Beni : vernissage du roman « Ce que la guerre n’a pas tué » de Serge Mulimani
La ville de Beni a vibré au rythme de la littérature ce dimanche 25 janvier, à l’occasion du vernissage du roman « Ce que la guerre n’a pas tué » de l’écrivain Serge Mulimani, publié aux éditions Plume Noire. Une cérémonie marquée par une forte mobilisation des écrivains et amoureux du livre de Beni, venus découvrir et célébrer une œuvre profondément ancrée dans la réalité du Nord-Kivu.
Inspiré du vécu des populations de cette région longtemps meurtrie par les conflits armés, Ce que la guerre n’a pas tué se veut un témoignage poignant de la souffrance, mais aussi de la résilience des communautés affectées par les violences.
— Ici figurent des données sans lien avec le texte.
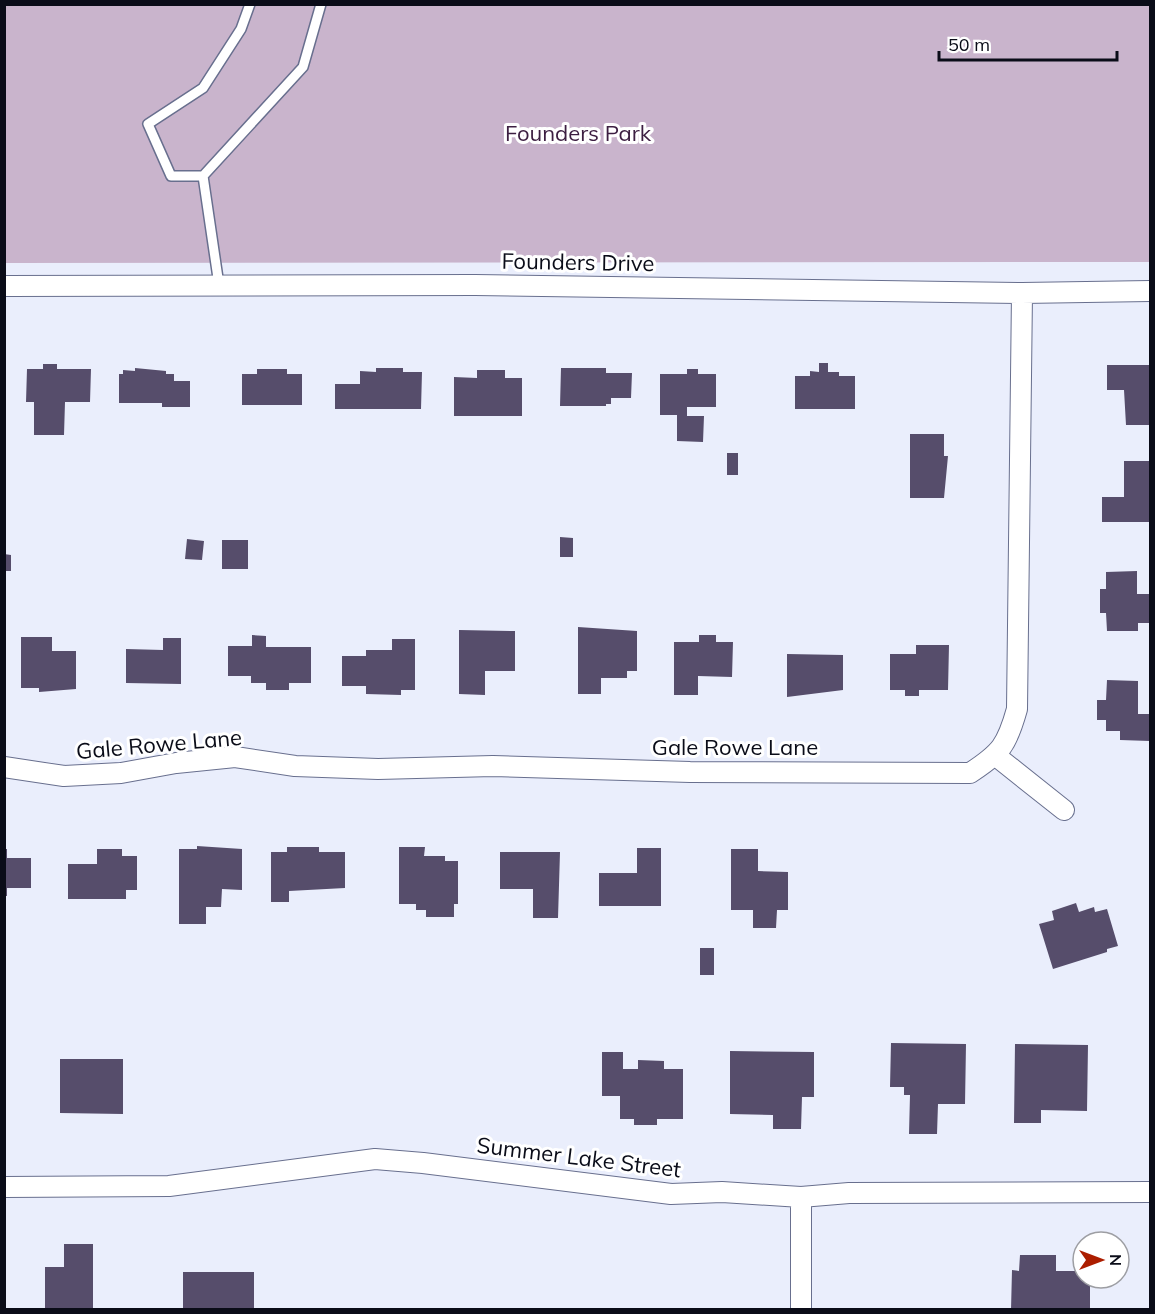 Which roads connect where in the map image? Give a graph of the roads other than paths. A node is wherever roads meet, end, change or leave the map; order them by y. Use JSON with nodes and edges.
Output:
{"nodes":[{"id":1,"x":250,"y":4,"type":"edge"},
{"id":2,"x":321,"y":4,"type":"edge"},
{"id":3,"x":203,"y":176,"type":"junction"},
{"id":4,"x":219,"y":285,"type":"junction"},
{"id":5,"x":4,"y":286,"type":"edge"},
{"id":6,"x":1150,"y":291,"type":"edge"},
{"id":7,"x":1022,"y":293,"type":"junction"},
{"id":8,"x":996,"y":756,"type":"junction"},
{"id":9,"x":4,"y":767,"type":"edge"},
{"id":10,"x":1064,"y":810,"type":"dead end"},
{"id":11,"x":4,"y":1187,"type":"edge"},
{"id":12,"x":1150,"y":1192,"type":"edge"},
{"id":13,"x":801,"y":1197,"type":"junction"},
{"id":14,"x":801,"y":1310,"type":"edge"}],
"edges":[{"from":1,"to":3,"type":"lane"},
{"from":2,"to":3,"type":"lane"},
{"from":3,"to":4,"type":"lane"},
{"from":4,"to":5,"type":"street","name":"Founders Drive"},
{"from":4,"to":7,"type":"street","name":"Founders Drive"},
{"from":6,"to":7,"type":"street","name":"Founders Drive"},
{"from":7,"to":8,"type":"street","name":"Gale Rowe Lane"},
{"from":8,"to":9,"type":"street","name":"Gale Rowe Lane"},
{"from":8,"to":10,"type":"street"},
{"from":11,"to":13,"type":"street","name":"Summer Lake Street"},
{"from":12,"to":13,"type":"street","name":"Summer Lake Street"},
{"from":13,"to":14,"type":"street"}]}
À travers une narration sensible et engagée, Serge Mulimani donne voix à celles et ceux que la guerre a tenté de réduire au silence sans jamais parvenir à briser leur humanité.
Lors de la présentation, l’auteur a expliqué que ce roman est né d’une volonté de ne pas laisser l’oubli recouvrir les drames vécus, mais aussi de rappeler la force intérieure des populations du Nord-Kivu. « Écrire, c’est résister à l’effacement de notre mémoire collective », a-t-il souligné devant un public attentif et ému.
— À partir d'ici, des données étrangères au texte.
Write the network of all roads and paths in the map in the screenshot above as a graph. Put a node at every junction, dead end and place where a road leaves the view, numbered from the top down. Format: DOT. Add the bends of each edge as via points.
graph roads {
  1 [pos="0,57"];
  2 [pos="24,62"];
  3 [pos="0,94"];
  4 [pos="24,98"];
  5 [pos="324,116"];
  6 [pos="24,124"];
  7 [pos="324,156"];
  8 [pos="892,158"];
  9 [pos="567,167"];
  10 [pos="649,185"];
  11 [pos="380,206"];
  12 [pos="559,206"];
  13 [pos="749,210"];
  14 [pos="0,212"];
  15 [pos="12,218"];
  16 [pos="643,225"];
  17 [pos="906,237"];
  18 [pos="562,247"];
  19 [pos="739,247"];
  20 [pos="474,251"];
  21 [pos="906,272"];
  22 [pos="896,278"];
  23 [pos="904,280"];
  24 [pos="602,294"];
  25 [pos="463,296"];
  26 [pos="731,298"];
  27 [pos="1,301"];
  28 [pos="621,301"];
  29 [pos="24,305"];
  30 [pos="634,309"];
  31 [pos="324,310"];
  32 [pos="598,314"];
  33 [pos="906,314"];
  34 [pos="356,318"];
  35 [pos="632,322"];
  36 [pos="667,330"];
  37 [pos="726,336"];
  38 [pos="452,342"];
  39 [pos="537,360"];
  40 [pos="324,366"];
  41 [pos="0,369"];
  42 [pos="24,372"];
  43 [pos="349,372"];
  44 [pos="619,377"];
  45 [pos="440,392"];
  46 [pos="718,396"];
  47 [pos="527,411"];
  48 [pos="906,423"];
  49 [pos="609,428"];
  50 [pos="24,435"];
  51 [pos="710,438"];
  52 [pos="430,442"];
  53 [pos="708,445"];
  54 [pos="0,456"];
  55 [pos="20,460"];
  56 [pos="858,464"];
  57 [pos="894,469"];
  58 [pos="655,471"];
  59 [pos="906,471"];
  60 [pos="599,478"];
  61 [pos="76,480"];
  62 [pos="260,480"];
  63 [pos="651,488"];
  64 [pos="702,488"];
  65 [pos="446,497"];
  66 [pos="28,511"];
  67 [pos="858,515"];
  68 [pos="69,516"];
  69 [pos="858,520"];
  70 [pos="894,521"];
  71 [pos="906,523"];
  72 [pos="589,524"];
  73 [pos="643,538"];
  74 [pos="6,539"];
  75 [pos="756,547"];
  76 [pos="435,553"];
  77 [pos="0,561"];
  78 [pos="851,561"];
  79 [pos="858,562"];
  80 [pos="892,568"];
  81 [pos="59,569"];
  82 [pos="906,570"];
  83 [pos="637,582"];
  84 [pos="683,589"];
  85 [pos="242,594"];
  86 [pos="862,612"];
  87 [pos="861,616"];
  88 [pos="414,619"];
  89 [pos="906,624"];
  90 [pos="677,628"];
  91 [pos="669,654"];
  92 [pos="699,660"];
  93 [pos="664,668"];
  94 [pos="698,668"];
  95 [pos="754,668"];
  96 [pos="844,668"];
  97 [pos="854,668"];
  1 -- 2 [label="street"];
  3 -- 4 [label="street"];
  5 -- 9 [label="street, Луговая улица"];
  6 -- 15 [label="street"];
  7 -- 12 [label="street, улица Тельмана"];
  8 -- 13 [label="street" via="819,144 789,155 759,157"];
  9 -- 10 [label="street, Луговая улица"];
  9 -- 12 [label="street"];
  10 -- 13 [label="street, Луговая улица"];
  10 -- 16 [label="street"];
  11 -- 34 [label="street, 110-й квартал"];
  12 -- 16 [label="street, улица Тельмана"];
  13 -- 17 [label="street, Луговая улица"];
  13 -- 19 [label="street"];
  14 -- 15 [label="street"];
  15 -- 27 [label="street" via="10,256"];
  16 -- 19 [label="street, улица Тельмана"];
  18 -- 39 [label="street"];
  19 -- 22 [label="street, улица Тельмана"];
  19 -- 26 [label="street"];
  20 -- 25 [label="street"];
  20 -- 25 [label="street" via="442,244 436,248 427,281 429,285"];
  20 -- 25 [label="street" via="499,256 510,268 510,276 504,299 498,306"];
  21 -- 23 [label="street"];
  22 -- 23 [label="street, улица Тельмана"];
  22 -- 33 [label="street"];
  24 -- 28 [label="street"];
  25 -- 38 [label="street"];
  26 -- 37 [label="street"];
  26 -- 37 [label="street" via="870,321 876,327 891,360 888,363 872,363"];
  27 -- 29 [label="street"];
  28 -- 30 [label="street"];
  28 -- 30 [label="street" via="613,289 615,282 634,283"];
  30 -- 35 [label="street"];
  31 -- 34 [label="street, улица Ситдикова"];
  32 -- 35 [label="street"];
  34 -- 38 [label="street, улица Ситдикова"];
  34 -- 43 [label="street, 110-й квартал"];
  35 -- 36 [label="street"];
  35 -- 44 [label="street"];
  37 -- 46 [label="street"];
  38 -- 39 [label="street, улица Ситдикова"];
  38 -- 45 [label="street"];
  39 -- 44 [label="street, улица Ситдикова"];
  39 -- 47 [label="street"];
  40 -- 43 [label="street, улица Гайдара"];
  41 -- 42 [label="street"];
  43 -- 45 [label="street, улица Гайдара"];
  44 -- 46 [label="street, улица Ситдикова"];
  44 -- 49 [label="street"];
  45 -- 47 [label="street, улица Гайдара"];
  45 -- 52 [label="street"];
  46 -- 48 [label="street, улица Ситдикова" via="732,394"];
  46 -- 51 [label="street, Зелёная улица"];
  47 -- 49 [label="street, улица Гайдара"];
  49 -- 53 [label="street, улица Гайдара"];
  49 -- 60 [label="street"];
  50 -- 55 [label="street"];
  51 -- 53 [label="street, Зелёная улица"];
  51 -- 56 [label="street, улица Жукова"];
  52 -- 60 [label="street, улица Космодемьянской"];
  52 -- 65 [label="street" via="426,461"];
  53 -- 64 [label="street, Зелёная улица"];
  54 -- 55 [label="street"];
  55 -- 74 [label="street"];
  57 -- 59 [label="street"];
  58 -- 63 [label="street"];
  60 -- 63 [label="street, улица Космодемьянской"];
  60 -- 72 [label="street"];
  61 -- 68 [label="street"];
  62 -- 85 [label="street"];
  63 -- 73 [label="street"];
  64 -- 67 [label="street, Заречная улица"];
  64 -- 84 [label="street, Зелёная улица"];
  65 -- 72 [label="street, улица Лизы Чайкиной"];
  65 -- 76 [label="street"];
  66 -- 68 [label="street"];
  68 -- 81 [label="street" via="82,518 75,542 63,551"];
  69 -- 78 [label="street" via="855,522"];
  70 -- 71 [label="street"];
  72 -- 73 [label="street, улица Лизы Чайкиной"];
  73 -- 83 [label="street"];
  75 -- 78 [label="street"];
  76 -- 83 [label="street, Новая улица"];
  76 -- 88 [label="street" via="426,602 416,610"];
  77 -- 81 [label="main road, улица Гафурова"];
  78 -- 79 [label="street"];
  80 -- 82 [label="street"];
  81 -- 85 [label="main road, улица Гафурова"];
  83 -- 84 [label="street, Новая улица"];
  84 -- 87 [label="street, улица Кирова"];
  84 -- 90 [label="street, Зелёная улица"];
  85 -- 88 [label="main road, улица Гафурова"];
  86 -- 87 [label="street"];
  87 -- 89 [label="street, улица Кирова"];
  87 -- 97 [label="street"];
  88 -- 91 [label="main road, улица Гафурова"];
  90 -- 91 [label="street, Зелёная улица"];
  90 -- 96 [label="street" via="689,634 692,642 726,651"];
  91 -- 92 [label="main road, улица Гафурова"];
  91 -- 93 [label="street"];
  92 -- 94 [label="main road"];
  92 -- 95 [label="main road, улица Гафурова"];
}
Les écrivains de Beni présents à l’événement ont salué une œuvre courageuse, qui contribue à documenter l’histoire contemporaine de la région par la littérature. Pour eux, ce roman constitue non seulement un acte artistique, mais aussi un engagement citoyen en faveur de la paix et de la reconnaissance des souffrances endurées.
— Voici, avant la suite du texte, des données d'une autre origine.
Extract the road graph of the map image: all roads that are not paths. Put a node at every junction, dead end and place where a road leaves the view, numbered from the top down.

À travers ce vernissage, la ville de Beni réaffirme son rôle comme espace de réflexion, de création et de résilience culturelle, où la plume devient un outil de mémoire et d’espoir. Ce que la guerre n’a pas tué s’impose ainsi comme une œuvre nécessaire, invitant les lecteurs à se souvenir, à comprendre et à croire en la capacité de l’homme à se relever, même après les épreuves les plus sombres.